Re: Listing all <a>...</a> tags in HTML file
by toolic (Bishop) on Nov 29, 2007 at 18:18 UTC
    It looks like HTML::TokeParser can do this. Look at the EXAMPLES section. There is even a tutorial here at the monastery on using this CPAN module.
Re: Listing all <a>...</a> tags in HTML file
by locked_user sundialsvc4 (Abbot) on Nov 29, 2007 at 18:46 UTC

    This is exactly one of those situations where you might start panicking at the thought of “regular-expression hell” ... until you see the light at the end of the tunnel:   CPAN!

    If you surf to http://search.cpan.org and type in “HTML::”, you will at this writing be rewarded with 4,408 hits! Well, maybe that's a bit much, so if instead you search for “HTML href parser” you get a mere 104 pre-written packages to choose from.

    So much for futzing with “regular-expression hell!” :-)

    So, now your task stops being one of trying to figure out, (as though you were the first person on the planet...) “how do I do this (from scratch)?” (Answer:   you don't!) Instead, you have this broad collection of high-level widgets to choose-from, and so now your dual questions become:   “which one of these is the best for my task?” and, “how do I use this?” Quite a difference.

    Generally, you'd like to find the most specific widget that seems to be most-focused upon your particular task. CPAN gives you a lot of that.

    Dictum Ne Agas:   Do Not Do A Thing Already Done!

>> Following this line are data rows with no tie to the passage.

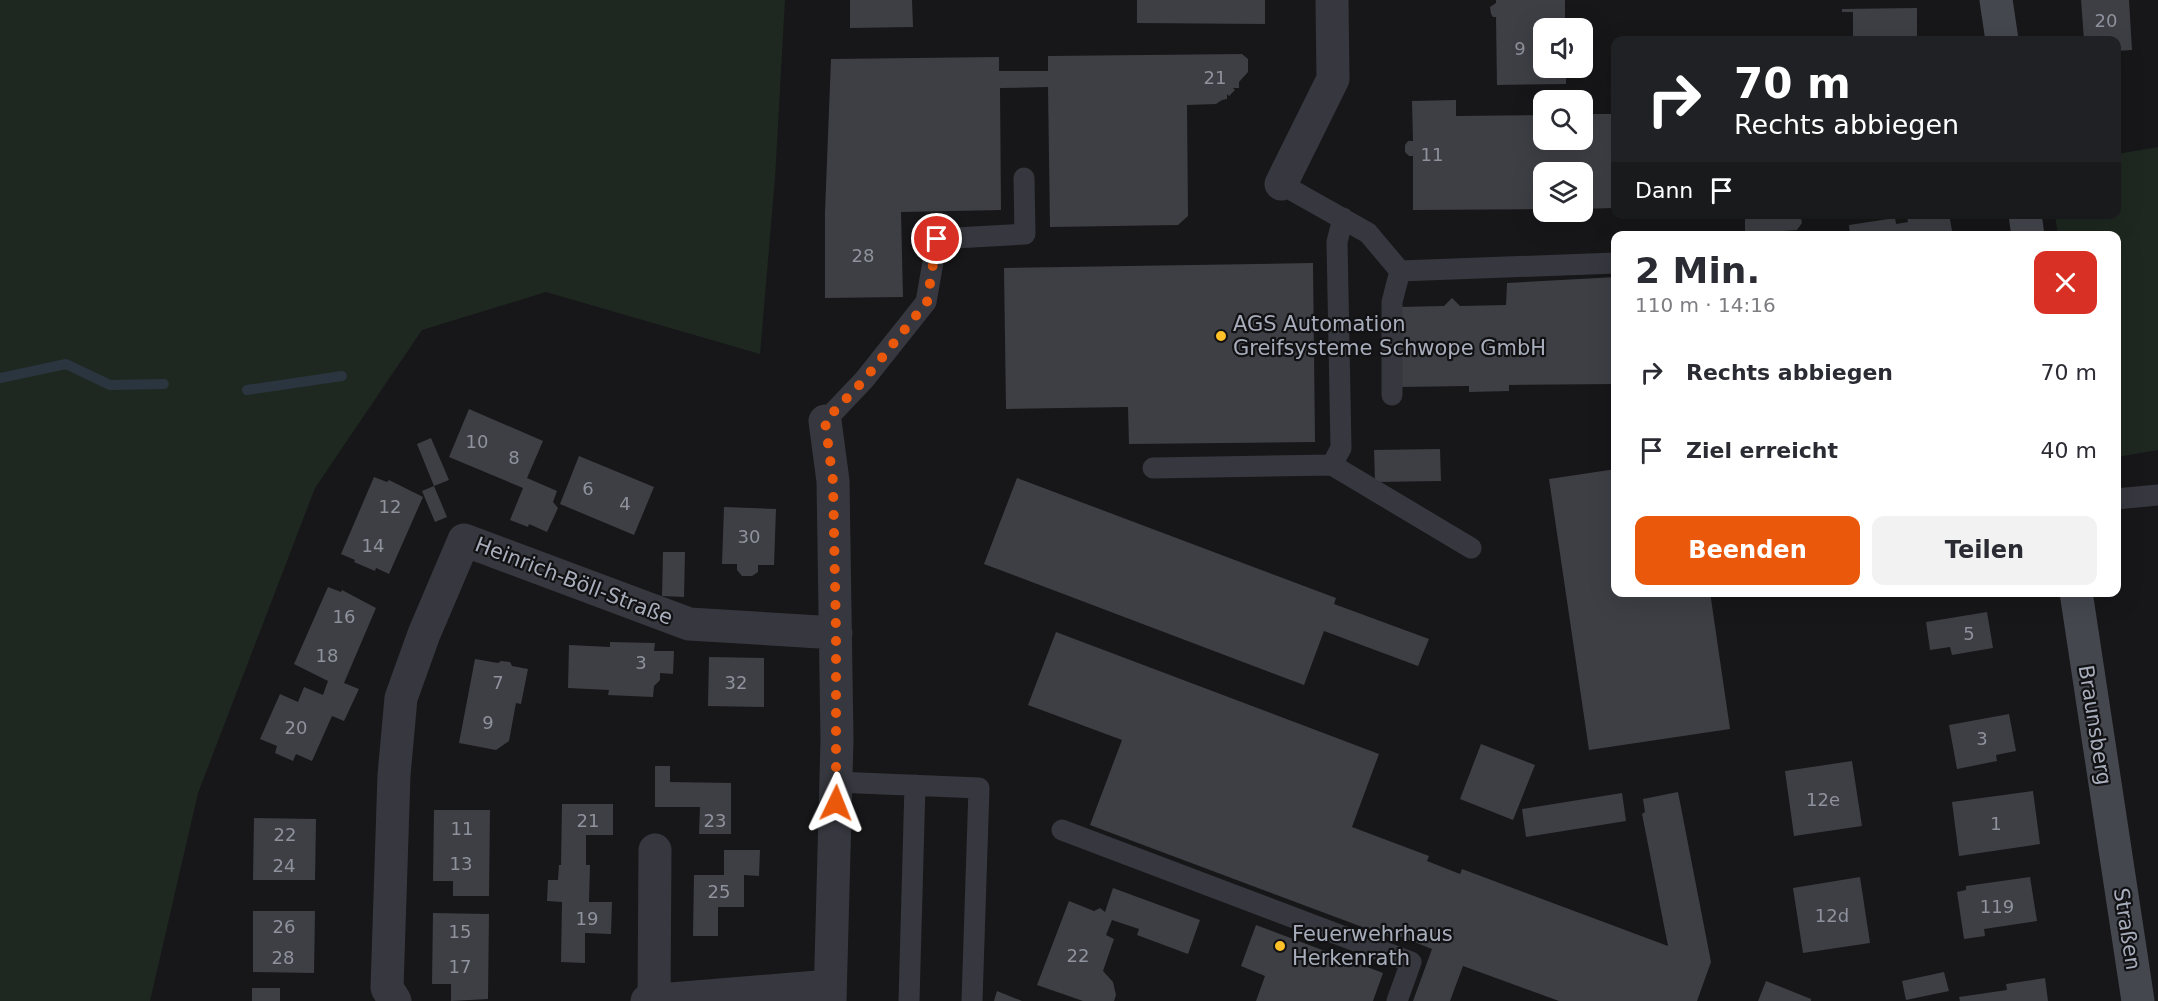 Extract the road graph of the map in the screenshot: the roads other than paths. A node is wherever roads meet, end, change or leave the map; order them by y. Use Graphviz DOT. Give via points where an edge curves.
graph roads {
  1 [pos="1332,0"];
  2 [pos="1996,0"];
  3 [pos="2001,36"];
  4 [pos="1024,178"];
  5 [pos="1281,184"];
  6 [pos="1343,218"];
  7 [pos="1611,263"];
  8 [pos="1400,271"];
  9 [pos="1392,395"];
  10 [pos="825,421"];
  11 [pos="1332,465"];
  12 [pos="1153,468"];
  13 [pos="2158,495"];
  14 [pos="2121,499"];
  15 [pos="1471,548"];
  16 [pos="2077,597"];
  17 [pos="836,633"];
  18 [pos="836,782"];
  19 [pos="915,785"];
  20 [pos="1062,830"];
  21 [pos="655,850"];
  22 [pos="2116,857"];
  23 [pos="830,994"];
  24 [pos="654,1000"];
  25 [pos="395,1001"];
  26 [pos="647,1001"];
  27 [pos="909,1001"];
  28 [pos="972,1001"];
  29 [pos="1397,1001"];
  30 [pos="2138,1001"];
  1 -- 5 [label="street" via="1333,79"];
  2 -- 3 [label="main road"];
  4 -- 10 [label="lane" via="1025,234 937,239 927,302"];
  5 -- 6 [label="lane"];
  6 -- 8 [label="lane" via="1368,233"];
  6 -- 11 [label="lane" via="1337,242 1341,448"];
  7 -- 8 [label="lane"];
  8 -- 9 [label="lane" via="1392,302"];
  10 -- 17 [label="street" via="833,481"];
  11 -- 12 [label="lane"];
  11 -- 15 [label="lane"];
  13 -- 14 [label="lane"];
  16 -- 22 [label="main road, Braunsberg"];
  17 -- 18 [label="street"];
  17 -- 25 [label="street, Heinrich-Böll-Straße" via="689,624 464,540 401,698 394,775 387,987"];
  18 -- 19 [label="lane"];
  18 -- 23 [label="street"];
  19 -- 27 [label="lane"];
  19 -- 28 [label="lane" via="979,788"];
  20 -- 29 [label="lane" via="1411,962"];
  21 -- 24 [label="street"];
  22 -- 30 [label="main road, Straßen"];
  23 -- 24 [label="street"];
  24 -- 26 [label="street"];
}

    Incidentally... when I select and decide to use a CPAN module for an application-specific purpose, I still like to create a “my-application specific” package for use in my application. This package will encapsulate the “what, not how” of whatever my application is actually trying to do. In this way I compartmentalize my code into just one place, and I will clearly document what “my application” is doing. (Now I can say... “If you want to discover what that is, just perldoc the module. If you want to discover how we're doing it at the moment, read the module's source.”) If the first CPAN-module that I decided to employ isn't cutting the mustard anymore, I can re-implement just this one package so that it employs a different CPAN-module but provides the same services for my application as the previous version of this package did.

    Oops... let me clarify that thought...

    “My application-specific package” will use a CPAN-module to do the work ... that's the “how” ... but all of the mumbo-jumbo of actually doing that will be encapsulated into a package that is specific to my app. The rest of the app will use my package, while my package will in turn use the CPAN module to actually get the job done.

      sundialsvc4 wrote:
      Dictum Ne Agas:   Do Not Do A Thing Already Done!

      A corollary of the same principle:

      Wait long enough, and someone will write what you need.

      Sorry, although I took 4 years of it in high-school, I can't provide the Latin equivalent.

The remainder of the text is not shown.